DIRECTIONS:
Find the string "Fetih" in the data, then copy every line where it is found.

DATASET:
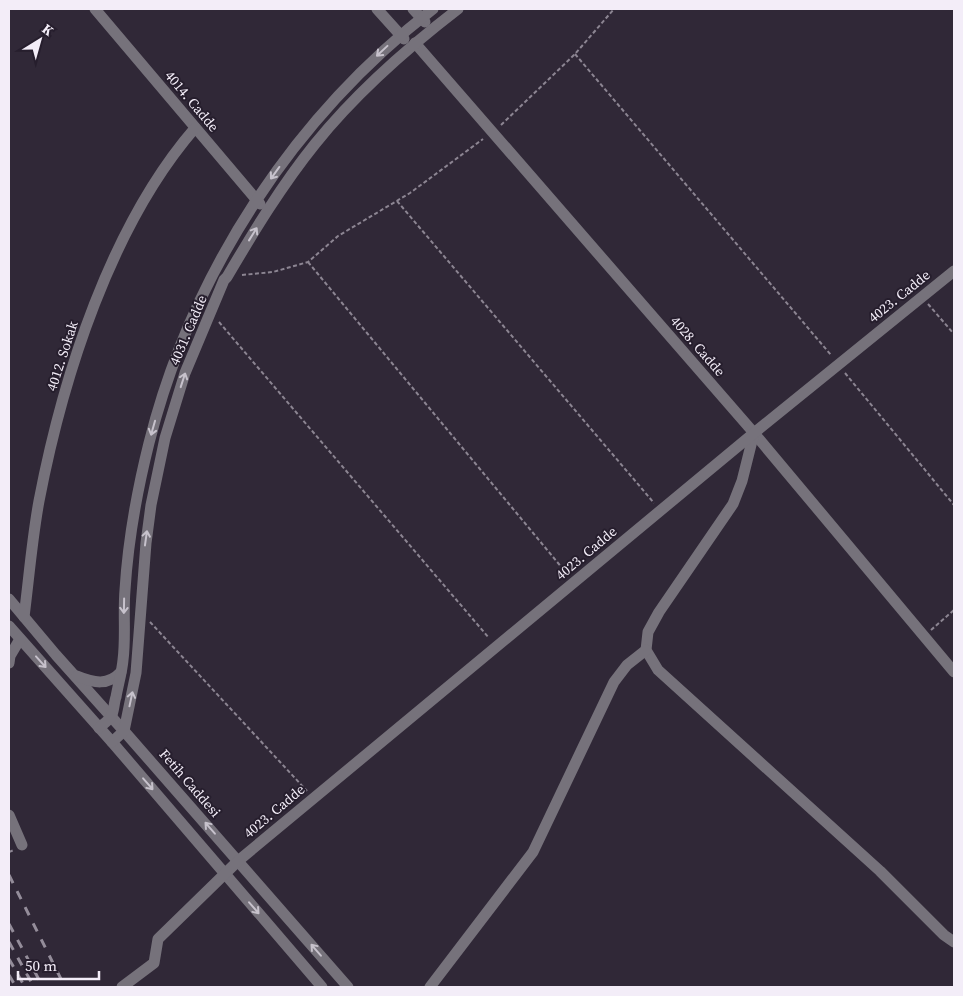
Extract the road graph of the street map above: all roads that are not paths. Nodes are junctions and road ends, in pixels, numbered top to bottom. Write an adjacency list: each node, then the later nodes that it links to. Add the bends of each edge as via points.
1 (96, 9): 10 (street, 4014. Cadde)
2 (377, 9): 8 (street, 4028. Cadde)
3 (413, 9): 6 (street)
4 (433, 9): 6 (street, 4031. Cadde)
5 (458, 9): 7 (street, 4031. Cadde)
6 (421, 18): 7 (street); 8 (street, 4031. Cadde)
7 (431, 29): 9 (street, 4031. Cadde)
8 (400, 35): 9 (street, 4028. Cadde); 11 (street, 4031. Cadde, one-way to 11, via 332,102)
9 (413, 44): 12 (street, 4031. Cadde, via 315,144); 14 (street, 4028. Cadde)
10 (195, 128): 11 (street, 4014. Cadde); 16 (street, 4012. Sokak, via 168,162 138,213 100,292 77,350 39,501)
11 (256, 200): 12 (street, 4014. Cadde); 21 (street, 4031. Cadde, one-way to 21, via 202,294 158,412 133,521 124,591)
12 (267, 210): 26 (street, 4031. Cadde, one-way to 12, via 138,661 139,617 151,505 165,438 185,373 224,280)
13 (954, 271): 14 (street, 4023. Cadde)
14 (754, 433): 19 (street, via 733,504 659,612 648,632); 22 (street, 4028. Cadde); 30 (street, 4023. Cadde)
15 (9, 599): 16 (street, Fetih Caddesi)
16 (24, 617): 23 (street, Fetih Caddesi)
17 (9, 626): 18 (street)
18 (20, 639): 20 (street); 25 (street, one-way to 25)
19 (646, 650): 32 (street, via 658,670); 36 (street, via 627,665 614,682 533,852)
20 (9, 663)
21 (121, 672): 23 (street, via 107,682 98,683); 24 (street, 4031. Cadde)
22 (954, 672)
23 (75, 676): 24 (street, Fetih Caddesi)
24 (111, 716): 25 (street); 26 (street, Fetih Caddesi)
25 (99, 728): 27 (street)
26 (124, 731): 27 (street); 30 (street, Fetih Caddesi, one-way to 26)
27 (112, 742): 31 (street, one-way to 31)
28 (9, 815): 29 (street)
29 (22, 845)
30 (238, 860): 31 (street, 4023. Cadde); 35 (street, Fetih Caddesi, one-way to 30)
31 (225, 874): 33 (street, 4023. Cadde, via 158,939 154,963); 34 (street, one-way to 34)
32 (954, 942)
33 (122, 987)
34 (322, 987)
35 (348, 987)
36 (430, 987)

EXERCISE OUTPUT:
15 (9, 599): 16 (street, Fetih Caddesi)
16 (24, 617): 23 (street, Fetih Caddesi)
23 (75, 676): 24 (street, Fetih Caddesi)
24 (111, 716): 25 (street); 26 (street, Fetih Caddesi)
26 (124, 731): 27 (street); 30 (street, Fetih Caddesi, one-way to 26)
30 (238, 860): 31 (street, 4023. Cadde); 35 (street, Fetih Caddesi, one-way to 30)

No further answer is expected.